In hindsight, she feels she was deceived by the Canadian government.


“When we came here hoping for a good life in return for that demand [for cheap labour], we get victimized,” she said.

Salazar is among thousands of people who come to Canada every year—the vast majority from the Philippines—as part of the Live-in Caregiver Program.

Now President of PINAY, a Filipino women’s organization based in Montreal, Salazar, along with her colleagues, are calling for reform of the program—which they describe as “discriminatory” and “exploitative.”

On Wednesday night, Salazar and Evelyn K., another member of PINAY, presented their group’s criticisms of the Live-in Caregiver Program in a talk about the “systematic discrimination of migrant women workers.”

The discussion was held as part of the Dragonroot Project, a workshop series on gendered violence hosted by Concordia’s 2110 Centre for Gender Advocacy.

As a live-in nanny, Salazar says she usually worked 10 to 12 hour days, almost always without overtime pay.

“When we came here hoping for a good life in return for that demand [for cheap labour], we get victimized.”
—Ms.Salazar, President of PINAY, a Filipino women’s organization based in Montreal.

Since she lived under her employer’s roof rent-free—and had to complete a total of 24 months of work within three years in order to be eligible for permanent resident status—she felt she could never say no when asked to do chores that were outside her contract.
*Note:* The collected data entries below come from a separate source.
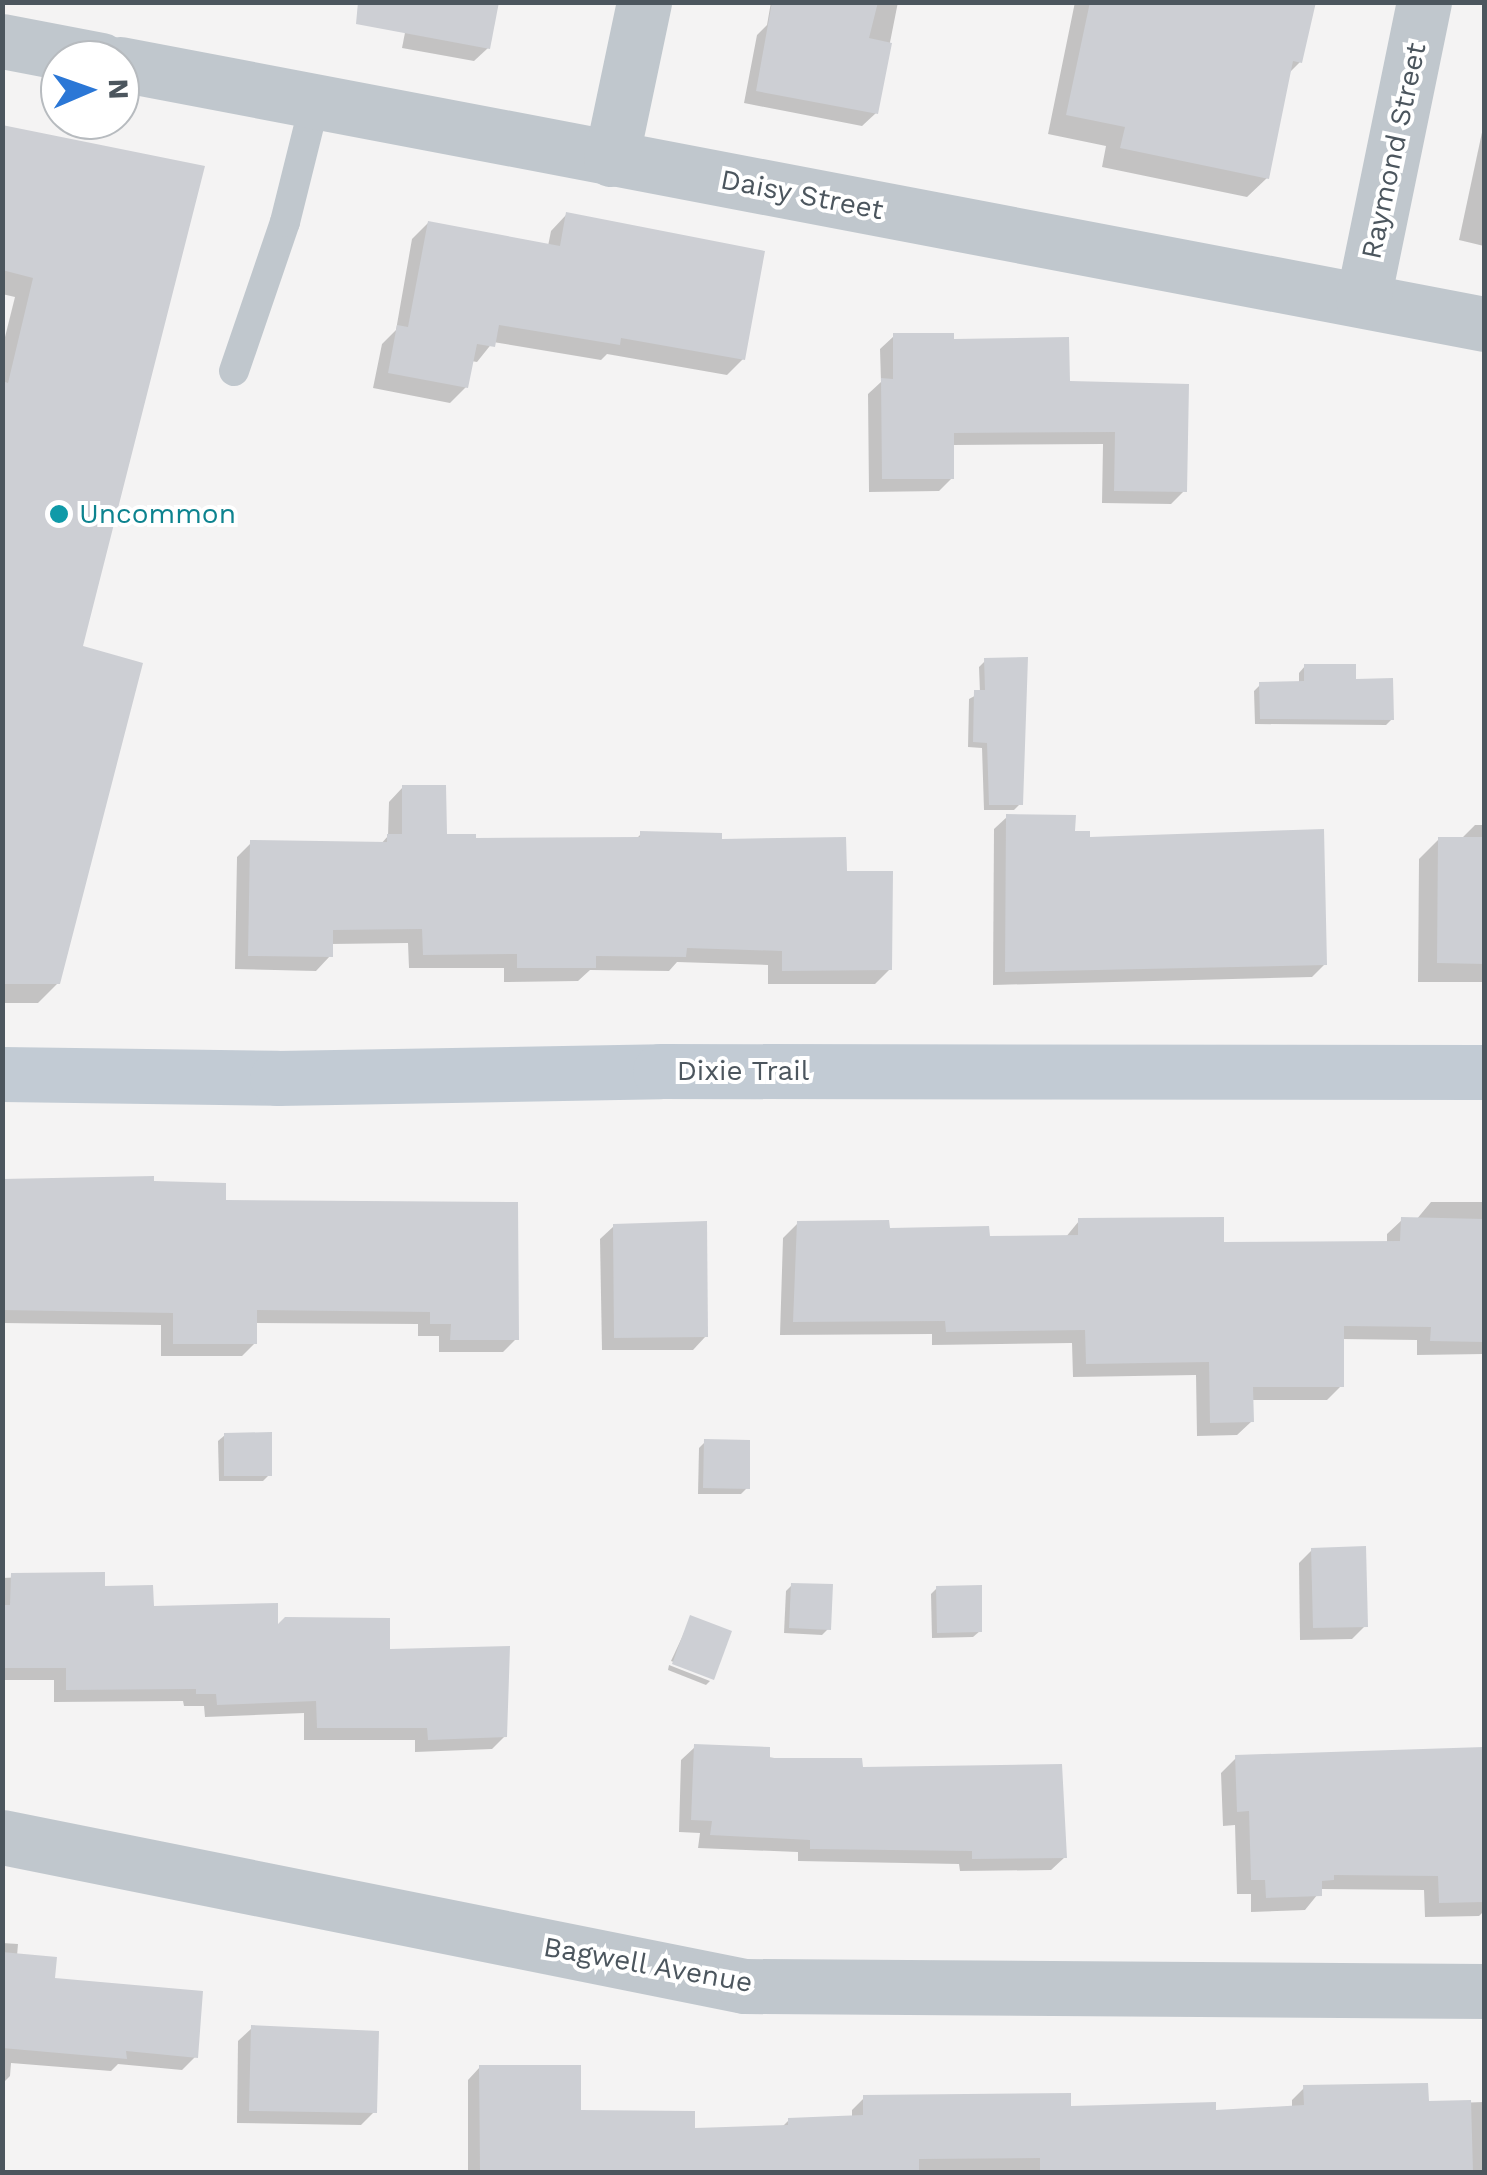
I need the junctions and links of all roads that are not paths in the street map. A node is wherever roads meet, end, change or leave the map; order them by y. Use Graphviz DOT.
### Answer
graph roads {
  1 [pos="644,2"];
  2 [pos="1424,2"];
  3 [pos="2,41"];
  4 [pos="40,48"];
  5 [pos="140,68"];
  6 [pos="314,102"];
  7 [pos="610,159"];
  8 [pos="1364,299"];
  9 [pos="1484,324"];
  10 [pos="234,371"];
  11 [pos="1484,1072"];
  12 [pos="2,1074"];
  13 [pos="2,1837"];
  14 [pos="1484,1991"];
  1 -- 7 [label="street"];
  2 -- 8 [label="street, Raymond Street"];
  3 -- 4 [label="street"];
  5 -- 6 [label="street, Daisy Street"];
  6 -- 7 [label="street, Daisy Street"];
  6 -- 10 [label="lane"];
  7 -- 8 [label="street, Daisy Street"];
  8 -- 9 [label="street, Daisy Street"];
  11 -- 12 [label="main road, Dixie Trail"];
  13 -- 14 [label="street, Bagwell Avenue"];
}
Even then, Salazar says she was relatively lucky.

She described her employer as generally supportive and friendly.

Although they asked a lot of her, she says they also paid for some of her food and eventually allowed her to change her work schedule to make room for morning French classes.

Generally, Salazar believes that live-in caregivers are exploited by their employers.

The most common complaints she receives are for non-payment of overtime work and refusal of permission to take sick days.

In rare cases, however, Salazar says caregivers have faced sexual, verbal, and psychological harassment.

She explains that since domestic workers under the Live-in Caregivers Program must see out 24 months of work within four years—the period was extended by a year in April 2010—to apply for permanent residence, many feel they don’t have enough time to look for another job and have no choice but to put up with exploitation.

In an email to The Link, a spokesman for Citizenship and Immigration Canada said that temporary foreign workers, including live-in caregivers, “have access to the same recourse mechanisms as Canadian workers when it comes to labour and employment standards.”

In 2010, the federal government made changes to the Live-in Caregiver Program “aimed at worker protection and facilitating the application for permanent residence.”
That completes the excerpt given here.